What do you call a minor bird accident?

A feather bender.


Why did the duck go ring-ring?

He got a phone bill.


What did the little bird say to the big bird?

Peck on someone your own size.


What do you call a formal dance for ducks?

A fowl ball.


What kind of ducks rob banks?

Safe quackers.


Why was the duck unhappy?

His bill was in the mail.


Why did the pigeon need to get out?

He was cooped up at home all week.


Which bird does construction work?

The crane!


Which birds work underground?

Myna (miner) birds.


What kind of doctor treats a duck?

A quack doctor!


I believe my puppy killed your doberman

A nervous little man, wandered into a tough biker bar in the Bronx and clearing his throat asked, “Um, err, which of you gentlemen owns the Doberman tied outside to the parking meter?”

A giant of a man, wearing biker leather pants, full beard, and covered in tattoos, turned slowly on his stool, looked down at the quivering little man and growled, “It’s my dog. What of it?”

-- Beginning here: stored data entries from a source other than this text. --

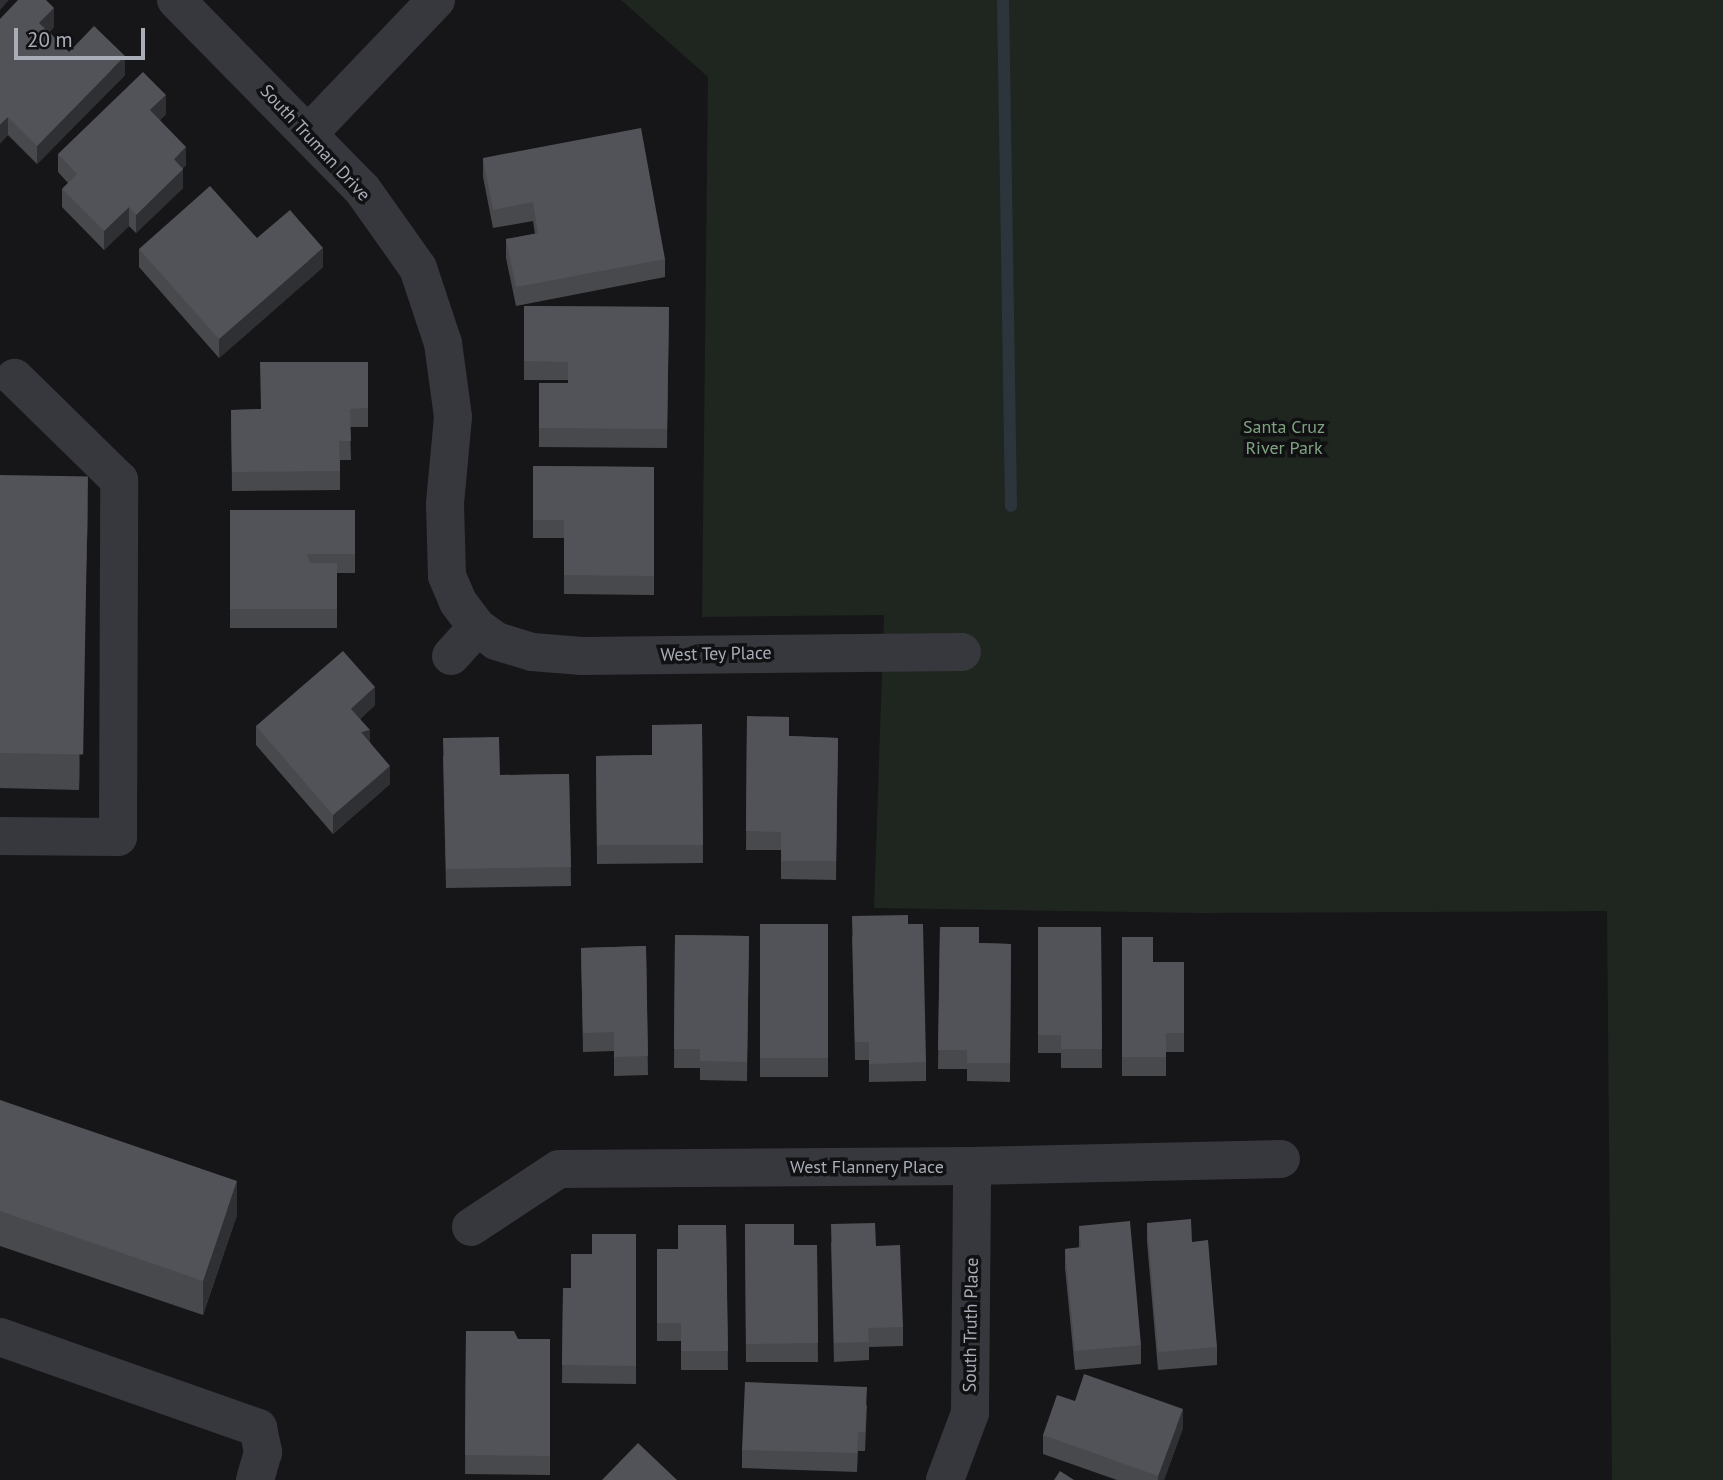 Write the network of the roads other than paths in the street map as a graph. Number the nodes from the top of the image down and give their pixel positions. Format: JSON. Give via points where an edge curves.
{"nodes":[{"id":1,"x":176,"y":0,"type":"edge"},
{"id":2,"x":436,"y":0,"type":"edge"},
{"id":3,"x":309,"y":132,"type":"junction"},
{"id":4,"x":15,"y":378,"type":"dead end"},
{"id":5,"x":477,"y":626,"type":"junction"},
{"id":6,"x":962,"y":652,"type":"dead end"},
{"id":7,"x":451,"y":656,"type":"dead end"},
{"id":8,"x":0,"y":836,"type":"edge"},
{"id":9,"x":1281,"y":1159,"type":"dead end"},
{"id":10,"x":972,"y":1166,"type":"junction"},
{"id":11,"x":471,"y":1227,"type":"dead end"},
{"id":12,"x":0,"y":1338,"type":"edge"},
{"id":13,"x":255,"y":1480,"type":"edge"},
{"id":14,"x":945,"y":1480,"type":"edge"}],
"edges":[{"from":1,"to":3,"type":"street","name":"South Truman Drive"},
{"from":2,"to":3,"type":"street"},
{"from":3,"to":5,"type":"street","name":"South Truman Drive","via":[[362,189],[418,268],[443,343],[453,417],[445,504],[447,576],[458,602]]},
{"from":4,"to":8,"type":"street","via":[[119,480],[118,837]]},
{"from":5,"to":6,"type":"street","name":"West Tey Place","via":[[496,641],[532,652],[582,656]]},
{"from":5,"to":7,"type":"street"},
{"from":9,"to":10,"type":"street","name":"West Flannery Place"},
{"from":10,"to":11,"type":"street","name":"West Flannery Place","via":[[559,1169]]},
{"from":10,"to":14,"type":"street","name":"South Truth Place","via":[[970,1413]]},
{"from":12,"to":13,"type":"street","via":[[258,1428],[263,1452]]}]}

“Well,” squeaked the little man, obviously very nervous, “I believe my dog just killed it, sir.”

“What?” roared the big man in disbelief. “What kind of dog do you have?”

“Well sir,” whispered the little man, “it’s a four week old little puppy.”

“Bull!” roared the biker, “how could your little puppy kill my Doberman?”

“It appears that your dog choked on her, sir.”